What needs to be done >> Go through the data below and copy it exactly, skipping every picture.

### Extracted information

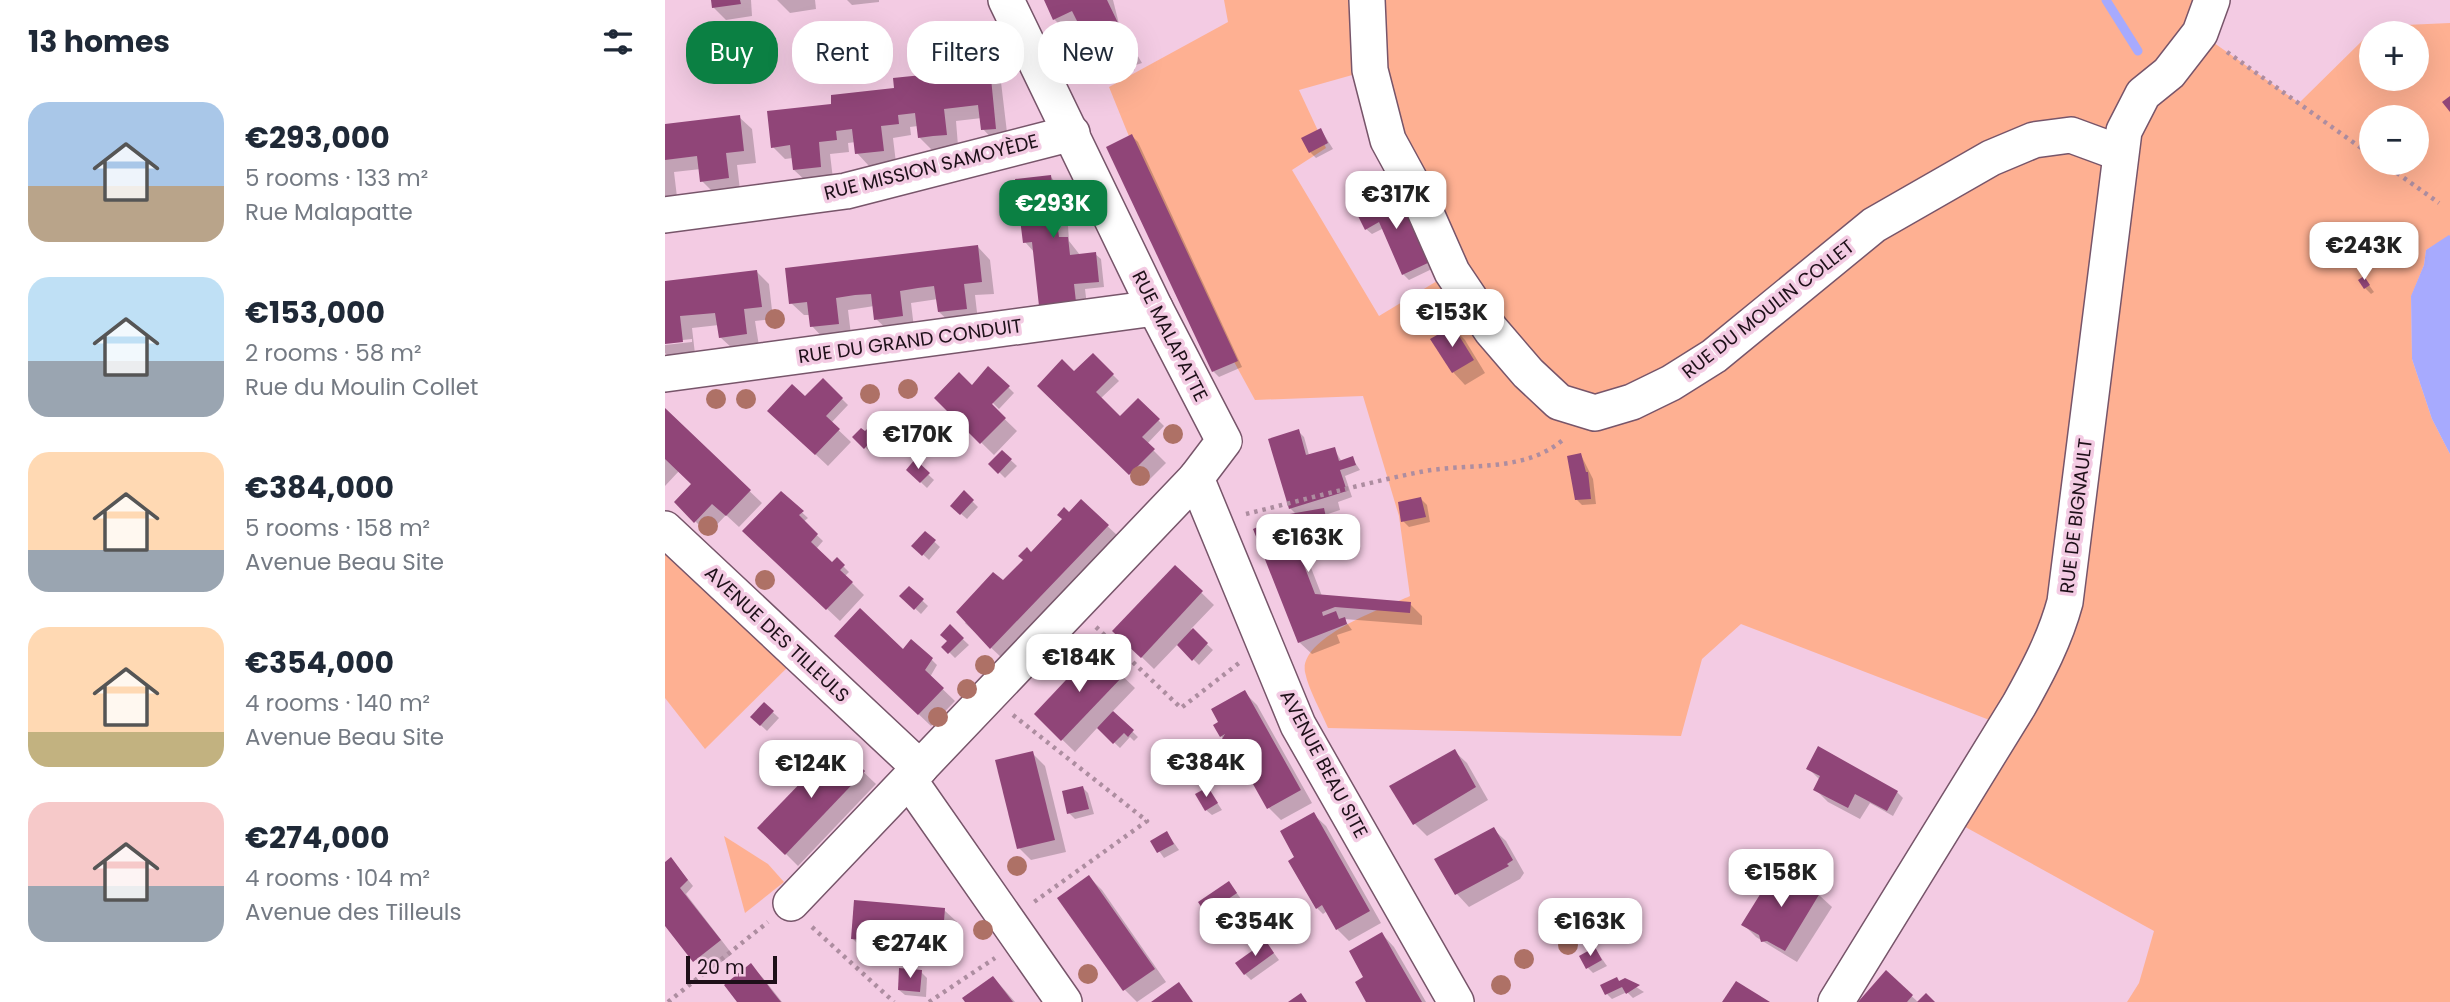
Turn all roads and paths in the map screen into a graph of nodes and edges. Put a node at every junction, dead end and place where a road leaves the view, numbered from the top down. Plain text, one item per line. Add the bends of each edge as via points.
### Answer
1 (1006, 0) edge
2 (1367, 0) edge
3 (2212, 0) edge
4 (2200, 33) junction
5 (1072, 133) junction
6 (2359, 146) edge
7 (2120, 153) junction
8 (2400, 175) edge
9 (2439, 203) dead end
10 (665, 215) edge
11 (1155, 308) junction
12 (665, 374) edge
13 (1595, 413) junction
14 (1196, 478) junction
15 (1214, 522) junction
16 (665, 528) edge
17 (1074, 606) junction
18 (1265, 643) junction
19 (989, 696) junction
20 (914, 774) junction
21 (791, 903) junction
22 (1014, 930) junction
23 (668, 1002) edge
24 (894, 1002) edge
25 (929, 1002) edge
26 (1064, 1002) edge
27 (1456, 1002) edge
28 (1836, 1002) edge

1 - 5 street, RUE MALAPATTE
2 - 13 street via 1370,70 1388,140 1452,272 1491,330 1536,380 1559,402
3 - 4 street, RUE DE BIGNAULT
4 - 6 path
4 - 7 street, RUE DE BIGNAULT via 2169,73 2143,94 2124,131
5 - 10 street, RUE MISSION SAMOYÈDE via 846,191
5 - 11 street, RUE MALAPATTE
7 - 13 street, RUE DU MOULIN COLLET via 2071,135 2034,140 1991,158 1874,225 1714,356 1632,402
7 - 28 street, RUE DE BIGNAULT via 2065,602 2058,628 2019,705
8 - 9 path
11 - 12 street, RUE DU GRAND CONDUIT
11 - 14 street, RUE MALAPATTE via 1224,441
13 - 15 path via 1553,448 1521,462 1422,472
14 - 15 street, AVENUE BEAU SITE
14 - 17 street
15 - 18 street, AVENUE BEAU SITE
16 - 20 street, AVENUE DES TILLEULS
17 - 18 path via 1181,708
17 - 19 street
18 - 27 street, AVENUE BEAU SITE via 1298,725
19 - 20 street
19 - 22 path via 1147,821
20 - 21 street
20 - 22 street, AVENUE DES TILLEULS
21 - 23 path
21 - 24 path
22 - 25 path
22 - 26 street, AVENUE DES TILLEULS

######

Exercise response >>
Turn all roads and paths in the map screen into a graph of nodes and edges. Put a node at every junction, dead end and place where a road leaves the view, numbered from the top down. Plain text, one item per line. Add the bends of each edge as via points.
### Answer
1 (1006, 0) edge
2 (1367, 0) edge
3 (2212, 0) edge
4 (2200, 33) junction
5 (1072, 133) junction
6 (2359, 146) edge
7 (2120, 153) junction
8 (2400, 175) edge
9 (2439, 203) dead end
10 (665, 215) edge
11 (1155, 308) junction
12 (665, 374) edge
13 (1595, 413) junction
14 (1196, 478) junction
15 (1214, 522) junction
16 (665, 528) edge
17 (1074, 606) junction
18 (1265, 643) junction
19 (989, 696) junction
20 (914, 774) junction
21 (791, 903) junction
22 (1014, 930) junction
23 (668, 1002) edge
24 (894, 1002) edge
25 (929, 1002) edge
26 (1064, 1002) edge
27 (1456, 1002) edge
28 (1836, 1002) edge

1 - 5 street, RUE MALAPATTE
2 - 13 street via 1370,70 1388,140 1452,272 1491,330 1536,380 1559,402
3 - 4 street, RUE DE BIGNAULT
4 - 6 path
4 - 7 street, RUE DE BIGNAULT via 2169,73 2143,94 2124,131
5 - 10 street, RUE MISSION SAMOYÈDE via 846,191
5 - 11 street, RUE MALAPATTE
7 - 13 street, RUE DU MOULIN COLLET via 2071,135 2034,140 1991,158 1874,225 1714,356 1632,402
7 - 28 street, RUE DE BIGNAULT via 2065,602 2058,628 2019,705
8 - 9 path
11 - 12 street, RUE DU GRAND CONDUIT
11 - 14 street, RUE MALAPATTE via 1224,441
13 - 15 path via 1553,448 1521,462 1422,472
14 - 15 street, AVENUE BEAU SITE
14 - 17 street
15 - 18 street, AVENUE BEAU SITE
16 - 20 street, AVENUE DES TILLEULS
17 - 18 path via 1181,708
17 - 19 street
18 - 27 street, AVENUE BEAU SITE via 1298,725
19 - 20 street
19 - 22 path via 1147,821
20 - 21 street
20 - 22 street, AVENUE DES TILLEULS
21 - 23 path
21 - 24 path
22 - 25 path
22 - 26 street, AVENUE DES TILLEULS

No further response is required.